Items from a data source
--

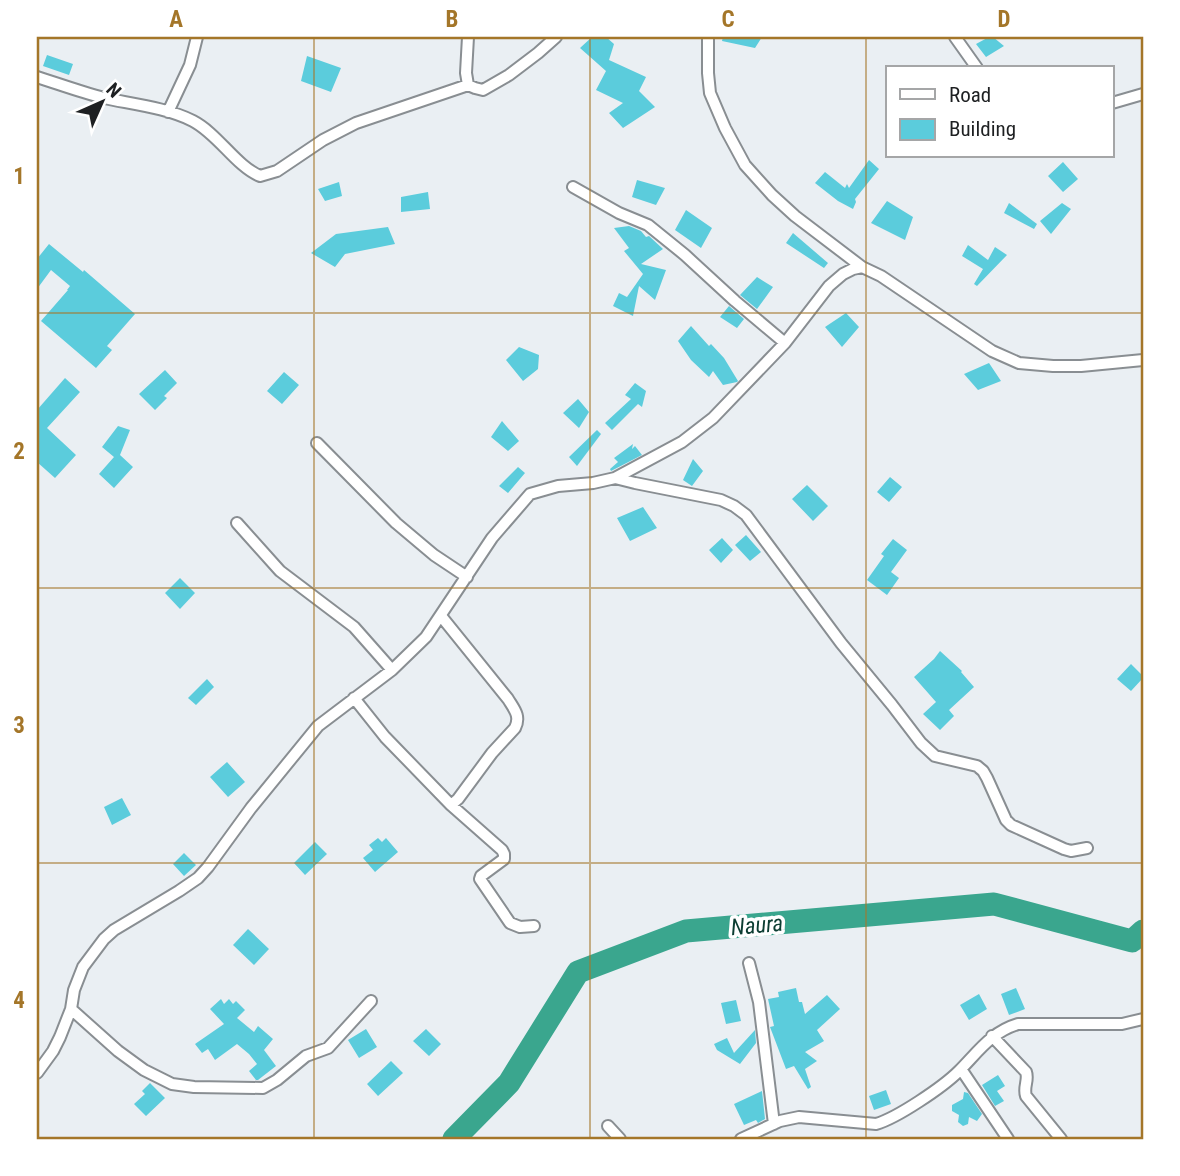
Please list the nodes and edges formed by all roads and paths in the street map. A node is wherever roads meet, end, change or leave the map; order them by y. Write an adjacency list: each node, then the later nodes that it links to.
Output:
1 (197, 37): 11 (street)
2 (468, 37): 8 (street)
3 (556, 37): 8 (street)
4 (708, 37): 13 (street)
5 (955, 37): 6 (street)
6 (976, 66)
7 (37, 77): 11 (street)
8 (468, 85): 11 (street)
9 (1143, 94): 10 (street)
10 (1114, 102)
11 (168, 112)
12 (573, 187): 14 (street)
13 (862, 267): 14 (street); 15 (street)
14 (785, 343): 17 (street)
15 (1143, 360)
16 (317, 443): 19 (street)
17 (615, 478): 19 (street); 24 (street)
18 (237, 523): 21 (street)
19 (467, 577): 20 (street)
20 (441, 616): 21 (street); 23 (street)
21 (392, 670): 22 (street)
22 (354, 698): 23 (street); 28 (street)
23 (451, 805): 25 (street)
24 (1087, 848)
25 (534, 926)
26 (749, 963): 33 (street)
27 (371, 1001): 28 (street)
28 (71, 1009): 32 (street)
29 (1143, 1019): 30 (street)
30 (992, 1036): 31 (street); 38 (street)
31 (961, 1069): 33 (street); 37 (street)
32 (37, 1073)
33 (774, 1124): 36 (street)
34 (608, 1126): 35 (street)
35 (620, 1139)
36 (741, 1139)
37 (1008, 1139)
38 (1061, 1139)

--

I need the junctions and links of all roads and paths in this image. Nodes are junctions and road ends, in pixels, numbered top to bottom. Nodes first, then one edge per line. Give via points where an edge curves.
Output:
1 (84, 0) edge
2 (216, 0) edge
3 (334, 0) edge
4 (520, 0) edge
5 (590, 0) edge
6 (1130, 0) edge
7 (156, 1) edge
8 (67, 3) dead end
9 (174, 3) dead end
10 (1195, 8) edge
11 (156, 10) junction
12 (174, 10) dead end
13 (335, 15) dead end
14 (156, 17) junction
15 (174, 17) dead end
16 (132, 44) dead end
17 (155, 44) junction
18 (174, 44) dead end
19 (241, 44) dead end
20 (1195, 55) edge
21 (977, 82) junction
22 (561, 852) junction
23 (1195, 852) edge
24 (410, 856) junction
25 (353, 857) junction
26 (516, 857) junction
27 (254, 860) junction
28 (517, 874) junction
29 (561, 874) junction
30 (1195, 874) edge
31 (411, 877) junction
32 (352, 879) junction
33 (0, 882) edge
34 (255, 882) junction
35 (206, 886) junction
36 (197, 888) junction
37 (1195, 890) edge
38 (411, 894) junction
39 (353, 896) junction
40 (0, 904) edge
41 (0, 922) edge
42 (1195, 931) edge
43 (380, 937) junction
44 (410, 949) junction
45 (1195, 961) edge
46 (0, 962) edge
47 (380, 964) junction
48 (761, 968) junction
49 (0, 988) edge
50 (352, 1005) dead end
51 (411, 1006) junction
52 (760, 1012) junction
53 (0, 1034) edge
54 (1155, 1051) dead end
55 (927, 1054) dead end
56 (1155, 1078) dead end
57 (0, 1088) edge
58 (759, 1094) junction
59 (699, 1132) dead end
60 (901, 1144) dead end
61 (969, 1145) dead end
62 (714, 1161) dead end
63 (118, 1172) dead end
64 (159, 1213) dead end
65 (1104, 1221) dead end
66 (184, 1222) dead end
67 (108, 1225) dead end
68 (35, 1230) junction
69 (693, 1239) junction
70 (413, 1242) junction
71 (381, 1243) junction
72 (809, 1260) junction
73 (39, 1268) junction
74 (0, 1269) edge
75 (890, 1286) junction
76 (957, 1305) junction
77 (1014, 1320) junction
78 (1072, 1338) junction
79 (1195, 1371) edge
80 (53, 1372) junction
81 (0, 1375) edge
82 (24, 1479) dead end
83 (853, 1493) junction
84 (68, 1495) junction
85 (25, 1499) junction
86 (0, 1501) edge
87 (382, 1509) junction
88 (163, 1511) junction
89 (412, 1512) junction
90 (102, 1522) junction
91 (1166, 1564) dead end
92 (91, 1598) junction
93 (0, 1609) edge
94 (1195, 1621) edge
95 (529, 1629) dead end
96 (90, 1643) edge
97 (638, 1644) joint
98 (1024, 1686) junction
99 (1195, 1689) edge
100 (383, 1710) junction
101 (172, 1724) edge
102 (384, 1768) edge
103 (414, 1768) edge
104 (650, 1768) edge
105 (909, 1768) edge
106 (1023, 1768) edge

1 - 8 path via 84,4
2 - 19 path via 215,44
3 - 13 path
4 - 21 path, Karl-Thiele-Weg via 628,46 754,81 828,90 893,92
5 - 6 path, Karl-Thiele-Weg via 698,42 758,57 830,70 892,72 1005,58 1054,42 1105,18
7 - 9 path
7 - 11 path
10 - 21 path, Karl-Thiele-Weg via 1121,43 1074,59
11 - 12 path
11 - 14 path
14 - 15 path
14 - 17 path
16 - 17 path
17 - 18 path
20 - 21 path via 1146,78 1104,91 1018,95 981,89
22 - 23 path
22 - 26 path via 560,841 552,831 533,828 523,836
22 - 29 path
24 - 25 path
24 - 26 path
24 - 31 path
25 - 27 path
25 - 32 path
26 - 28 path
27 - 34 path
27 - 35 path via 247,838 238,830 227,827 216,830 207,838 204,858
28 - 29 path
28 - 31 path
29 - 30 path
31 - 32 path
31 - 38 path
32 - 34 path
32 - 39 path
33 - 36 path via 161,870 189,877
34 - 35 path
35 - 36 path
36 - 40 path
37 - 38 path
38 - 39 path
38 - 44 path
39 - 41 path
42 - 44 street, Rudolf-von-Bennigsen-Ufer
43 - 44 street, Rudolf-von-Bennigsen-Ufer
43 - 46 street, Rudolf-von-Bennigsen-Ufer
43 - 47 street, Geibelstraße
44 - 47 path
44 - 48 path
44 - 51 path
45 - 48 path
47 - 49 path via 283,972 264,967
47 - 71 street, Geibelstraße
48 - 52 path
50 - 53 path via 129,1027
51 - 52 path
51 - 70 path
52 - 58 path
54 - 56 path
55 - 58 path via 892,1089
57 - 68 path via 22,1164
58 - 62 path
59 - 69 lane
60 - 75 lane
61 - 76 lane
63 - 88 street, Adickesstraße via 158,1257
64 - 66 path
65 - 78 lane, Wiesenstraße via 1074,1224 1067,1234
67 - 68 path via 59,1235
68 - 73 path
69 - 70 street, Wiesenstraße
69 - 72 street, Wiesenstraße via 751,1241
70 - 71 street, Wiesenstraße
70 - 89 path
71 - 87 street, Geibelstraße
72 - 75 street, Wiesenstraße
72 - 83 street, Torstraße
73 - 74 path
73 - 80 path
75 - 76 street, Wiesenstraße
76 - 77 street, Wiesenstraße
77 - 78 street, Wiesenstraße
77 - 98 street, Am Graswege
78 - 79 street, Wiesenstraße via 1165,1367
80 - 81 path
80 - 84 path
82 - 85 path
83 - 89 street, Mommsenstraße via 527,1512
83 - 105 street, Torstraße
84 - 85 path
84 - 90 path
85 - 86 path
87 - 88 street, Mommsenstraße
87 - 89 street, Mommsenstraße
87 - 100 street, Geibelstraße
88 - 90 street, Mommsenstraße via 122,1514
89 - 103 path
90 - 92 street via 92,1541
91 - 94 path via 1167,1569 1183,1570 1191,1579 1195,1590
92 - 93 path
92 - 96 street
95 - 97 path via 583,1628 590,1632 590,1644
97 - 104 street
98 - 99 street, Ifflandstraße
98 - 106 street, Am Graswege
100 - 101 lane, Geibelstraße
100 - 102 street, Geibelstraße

--

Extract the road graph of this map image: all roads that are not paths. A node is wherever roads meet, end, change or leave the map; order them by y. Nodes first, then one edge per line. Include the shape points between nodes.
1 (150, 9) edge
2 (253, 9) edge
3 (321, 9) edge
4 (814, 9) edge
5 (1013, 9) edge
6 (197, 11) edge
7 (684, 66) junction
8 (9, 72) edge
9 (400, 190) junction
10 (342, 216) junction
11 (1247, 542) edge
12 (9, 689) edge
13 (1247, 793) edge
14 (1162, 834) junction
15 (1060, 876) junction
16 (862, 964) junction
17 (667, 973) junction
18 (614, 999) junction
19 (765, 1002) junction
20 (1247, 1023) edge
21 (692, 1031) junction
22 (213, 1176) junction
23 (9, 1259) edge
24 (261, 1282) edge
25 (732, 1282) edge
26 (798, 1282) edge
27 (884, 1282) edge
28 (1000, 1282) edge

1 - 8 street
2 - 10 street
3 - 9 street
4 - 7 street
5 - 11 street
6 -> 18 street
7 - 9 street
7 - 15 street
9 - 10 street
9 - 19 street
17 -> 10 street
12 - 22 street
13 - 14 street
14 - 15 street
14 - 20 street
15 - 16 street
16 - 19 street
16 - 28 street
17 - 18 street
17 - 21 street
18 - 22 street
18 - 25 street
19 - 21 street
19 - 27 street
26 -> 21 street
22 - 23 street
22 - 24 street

--

• _WHAT YOU SHOULD DO_
Where the string "links" appears in a line of the entries, count that line, and state the total alone.

• _SOLVED EXERCISE_
2